**Data for review:**
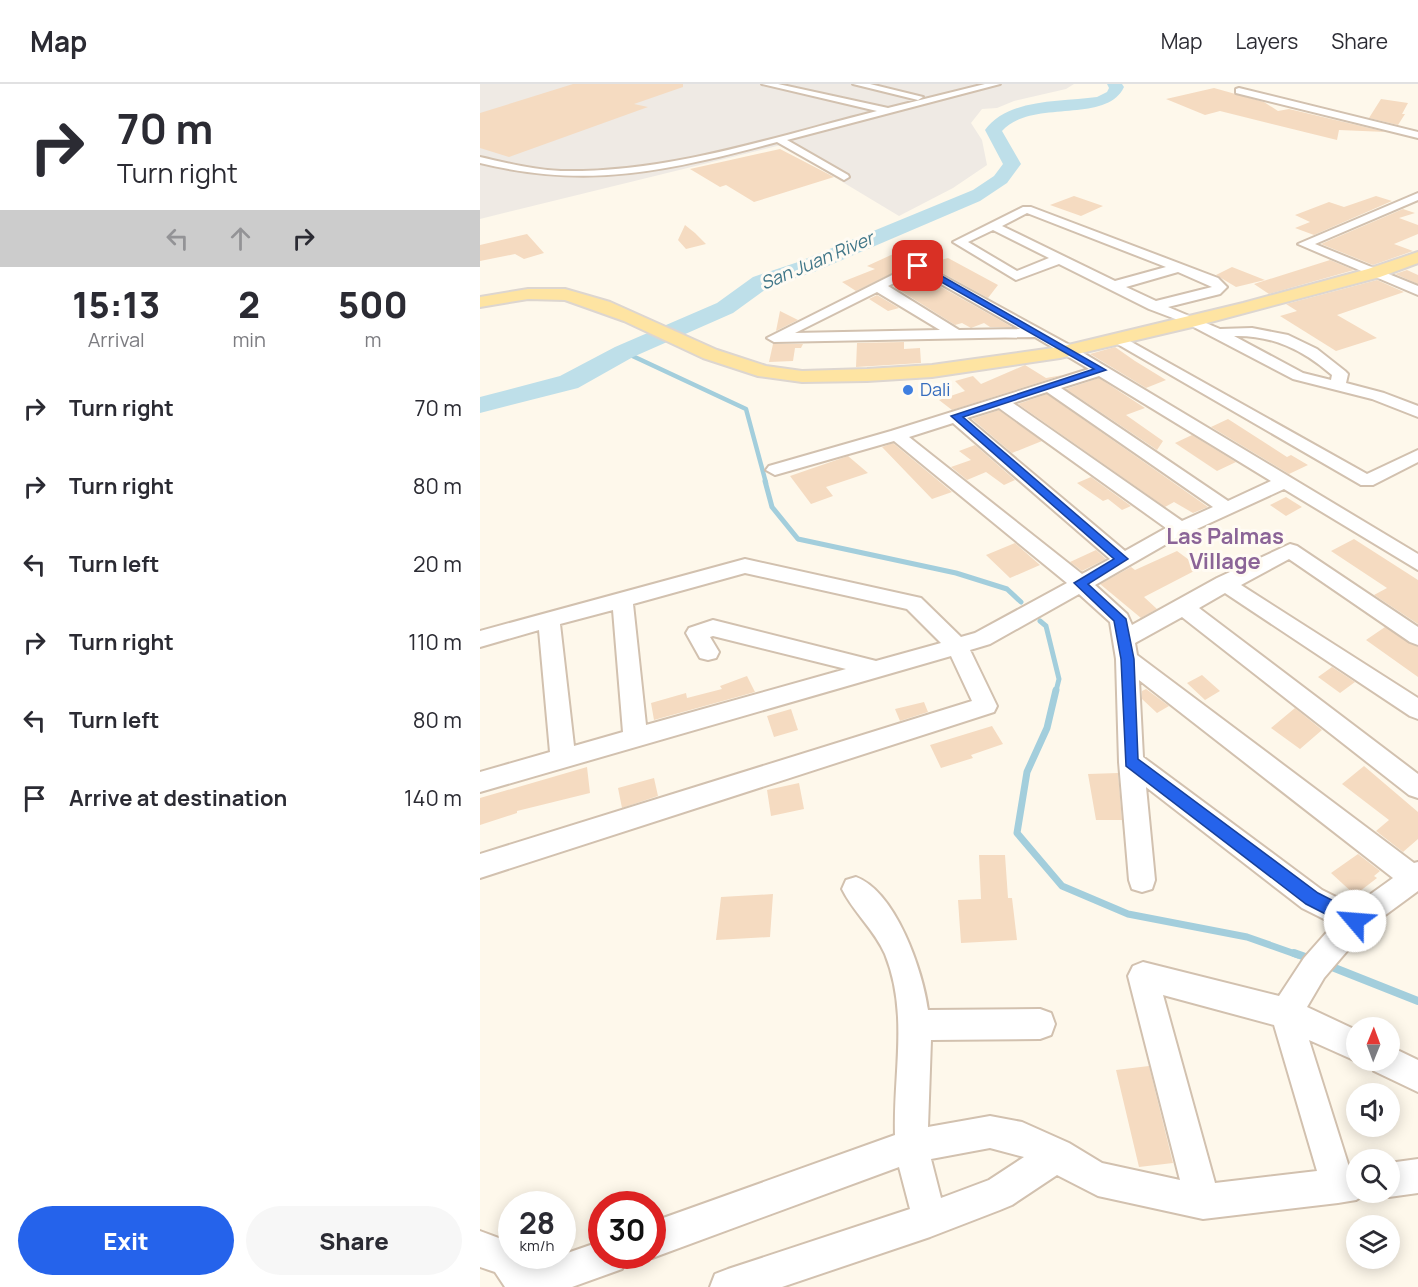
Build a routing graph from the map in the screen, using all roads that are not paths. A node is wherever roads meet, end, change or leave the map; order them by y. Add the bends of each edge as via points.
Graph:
1 (772, 84) edge
2 (814, 84) edge
3 (857, 84) edge
4 (961, 84) edge
5 (996, 84) edge
6 (1239, 91) dead end
7 (918, 97) junction
8 (875, 108) junction
9 (889, 111) junction
10 (821, 117) dead end
11 (841, 123) junction
12 (1418, 135) edge
13 (778, 139) junction
14 (480, 160) edge
15 (844, 177) dead end
16 (1418, 196) edge
17 (992, 225) junction
18 (1106, 239) junction
19 (1086, 244) dead end
20 (1058, 253) junction
21 (1418, 257) edge
22 (1179, 268) junction
23 (1374, 273) junction
24 (878, 286) junction
25 (1114, 286) junction
26 (1418, 291) edge
27 (480, 302) edge
28 (1154, 306) junction
29 (1191, 320) junction
30 (1038, 333) junction
31 (1217, 334) junction
32 (957, 335) junction
33 (1119, 339) junction
34 (1070, 351) junction
35 (1101, 370) junction
36 (1337, 386) junction
37 (1049, 387) junction
38 (1001, 402) junction
39 (1418, 412) edge
40 (956, 416) junction
41 (897, 435) junction
42 (1418, 455) edge
43 (775, 470) dead end
44 (1285, 482) junction
45 (1225, 507) junction
46 (1180, 529) junction
47 (1122, 559) junction
48 (1418, 563) edge
49 (1080, 583) junction
50 (1224, 583) junction
51 (622, 598) junction
52 (1185, 608) junction
53 (549, 619) junction
54 (1418, 637) edge
55 (480, 639) edge
56 (958, 647) junction
57 (1126, 649) junction
58 (708, 652) dead end
59 (878, 669) junction
60 (1418, 710) edge
61 (635, 738) junction
62 (562, 759) junction
63 (1131, 762) junction
64 (480, 782) edge
65 (1418, 788) edge
66 (480, 866) edge
67 (1415, 876) edge
68 (1142, 880) dead end
69 (856, 889) dead end
70 (1355, 921) junction
71 (1286, 1013) junction
72 (1040, 1024) dead end
73 (915, 1025) junction
74 (1346, 1041) edge
75 (1400, 1067) edge
76 (1418, 1076) edge
77 (912, 1146) junction
78 (1057, 1155) junction
79 (1418, 1176) edge
80 (1400, 1178) edge
81 (1346, 1182) edge
82 (1346, 1185) edge
83 (1203, 1202) junction
84 (930, 1220) junction
85 (666, 1235) edge
86 (480, 1249) edge
87 (588, 1264) edge
88 (527, 1286) edge
89 (728, 1287) edge

1 - 8 street
2 - 8 street via 886,100
3 - 7 street
4 - 7 street
5 - 9 street
6 - 12 street
7 - 8 street
8 - 9 street
9 - 11 street
10 - 11 street
11 - 13 street
13 - 14 street via 681,164 624,173 568,176 525,172
13 - 15 street
16 - 23 street via 1304,244
17 - 18 street via 1027,209
17 - 20 street
17 - 20 street via 959,242 1016,276
18 - 19 street
18 - 22 street
20 - 25 street
21 - 23 main road
22 - 25 street
22 - 28 street via 1220,287
23 - 26 street
23 - 29 main road
24 - 30 street via 918,266
24 - 32 street
24 - 32 street via 774,338
25 - 28 street
27 - 34 main road via 543,294 576,297 755,370 793,376 973,369
28 - 29 street
29 - 31 street
29 - 33 main road
30 - 32 street
30 - 34 street
31 - 36 street via 1298,376
31 - 36 street via 1261,331 1299,344 1340,374
33 - 34 main road
33 - 42 street via 1367,481
34 - 35 street
35 - 37 street
35 - 44 street
36 - 39 street via 1378,396
37 - 38 street
37 - 45 street
38 - 40 street
38 - 46 street
40 - 41 street
40 - 47 street
41 - 43 street
41 - 49 street
44 - 45 street
44 - 48 street
45 - 46 street
46 - 47 street
47 - 49 street
49 - 56 street via 982,639
49 - 57 street via 1120,619
50 - 52 street
50 - 54 street via 1290,550
50 - 60 street
51 - 53 street
51 - 56 street via 745,567 914,603
51 - 61 street
52 - 57 street
52 - 65 street
53 - 55 street
53 - 62 street
56 - 59 street
56 - 66 street via 986,706
57 - 63 street
57 - 67 street
58 - 59 street via 697,633 713,627
59 - 61 street
61 - 62 street
62 - 64 street
63 - 68 street
63 - 70 street via 1312,899
67 - 70 street
69 - 73 street via 871,904 897,945
70 - 71 street via 1322,959
71 - 74 street
71 - 81 street
71 - 83 street via 1143,976
72 - 73 street
73 - 77 street
75 - 76 street
77 - 78 street via 990,1132 1022,1138
77 - 84 street
77 - 85 street
78 - 83 street via 1098,1179
78 - 84 street via 1000,1193
79 - 80 street
82 - 83 street
84 - 89 street
86 - 88 street via 507,1259
87 - 88 street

**Problem to work on:**
Drop the images; return the entries above exactly as they appear.

**Solution for this task:**
Build a routing graph from the map in the screen, using all roads that are not paths. A node is wherever roads meet, end, change or leave the map; order them by y. Add the bends of each edge as via points.
Graph:
1 (772, 84) edge
2 (814, 84) edge
3 (857, 84) edge
4 (961, 84) edge
5 (996, 84) edge
6 (1239, 91) dead end
7 (918, 97) junction
8 (875, 108) junction
9 (889, 111) junction
10 (821, 117) dead end
11 (841, 123) junction
12 (1418, 135) edge
13 (778, 139) junction
14 (480, 160) edge
15 (844, 177) dead end
16 (1418, 196) edge
17 (992, 225) junction
18 (1106, 239) junction
19 (1086, 244) dead end
20 (1058, 253) junction
21 (1418, 257) edge
22 (1179, 268) junction
23 (1374, 273) junction
24 (878, 286) junction
25 (1114, 286) junction
26 (1418, 291) edge
27 (480, 302) edge
28 (1154, 306) junction
29 (1191, 320) junction
30 (1038, 333) junction
31 (1217, 334) junction
32 (957, 335) junction
33 (1119, 339) junction
34 (1070, 351) junction
35 (1101, 370) junction
36 (1337, 386) junction
37 (1049, 387) junction
38 (1001, 402) junction
39 (1418, 412) edge
40 (956, 416) junction
41 (897, 435) junction
42 (1418, 455) edge
43 (775, 470) dead end
44 (1285, 482) junction
45 (1225, 507) junction
46 (1180, 529) junction
47 (1122, 559) junction
48 (1418, 563) edge
49 (1080, 583) junction
50 (1224, 583) junction
51 (622, 598) junction
52 (1185, 608) junction
53 (549, 619) junction
54 (1418, 637) edge
55 (480, 639) edge
56 (958, 647) junction
57 (1126, 649) junction
58 (708, 652) dead end
59 (878, 669) junction
60 (1418, 710) edge
61 (635, 738) junction
62 (562, 759) junction
63 (1131, 762) junction
64 (480, 782) edge
65 (1418, 788) edge
66 (480, 866) edge
67 (1415, 876) edge
68 (1142, 880) dead end
69 (856, 889) dead end
70 (1355, 921) junction
71 (1286, 1013) junction
72 (1040, 1024) dead end
73 (915, 1025) junction
74 (1346, 1041) edge
75 (1400, 1067) edge
76 (1418, 1076) edge
77 (912, 1146) junction
78 (1057, 1155) junction
79 (1418, 1176) edge
80 (1400, 1178) edge
81 (1346, 1182) edge
82 (1346, 1185) edge
83 (1203, 1202) junction
84 (930, 1220) junction
85 (666, 1235) edge
86 (480, 1249) edge
87 (588, 1264) edge
88 (527, 1286) edge
89 (728, 1287) edge

1 - 8 street
2 - 8 street via 886,100
3 - 7 street
4 - 7 street
5 - 9 street
6 - 12 street
7 - 8 street
8 - 9 street
9 - 11 street
10 - 11 street
11 - 13 street
13 - 14 street via 681,164 624,173 568,176 525,172
13 - 15 street
16 - 23 street via 1304,244
17 - 18 street via 1027,209
17 - 20 street
17 - 20 street via 959,242 1016,276
18 - 19 street
18 - 22 street
20 - 25 street
21 - 23 main road
22 - 25 street
22 - 28 street via 1220,287
23 - 26 street
23 - 29 main road
24 - 30 street via 918,266
24 - 32 street
24 - 32 street via 774,338
25 - 28 street
27 - 34 main road via 543,294 576,297 755,370 793,376 973,369
28 - 29 street
29 - 31 street
29 - 33 main road
30 - 32 street
30 - 34 street
31 - 36 street via 1298,376
31 - 36 street via 1261,331 1299,344 1340,374
33 - 34 main road
33 - 42 street via 1367,481
34 - 35 street
35 - 37 street
35 - 44 street
36 - 39 street via 1378,396
37 - 38 street
37 - 45 street
38 - 40 street
38 - 46 street
40 - 41 street
40 - 47 street
41 - 43 street
41 - 49 street
44 - 45 street
44 - 48 street
45 - 46 street
46 - 47 street
47 - 49 street
49 - 56 street via 982,639
49 - 57 street via 1120,619
50 - 52 street
50 - 54 street via 1290,550
50 - 60 street
51 - 53 street
51 - 56 street via 745,567 914,603
51 - 61 street
52 - 57 street
52 - 65 street
53 - 55 street
53 - 62 street
56 - 59 street
56 - 66 street via 986,706
57 - 63 street
57 - 67 street
58 - 59 street via 697,633 713,627
59 - 61 street
61 - 62 street
62 - 64 street
63 - 68 street
63 - 70 street via 1312,899
67 - 70 street
69 - 73 street via 871,904 897,945
70 - 71 street via 1322,959
71 - 74 street
71 - 81 street
71 - 83 street via 1143,976
72 - 73 street
73 - 77 street
75 - 76 street
77 - 78 street via 990,1132 1022,1138
77 - 84 street
77 - 85 street
78 - 83 street via 1098,1179
78 - 84 street via 1000,1193
79 - 80 street
82 - 83 street
84 - 89 street
86 - 88 street via 507,1259
87 - 88 street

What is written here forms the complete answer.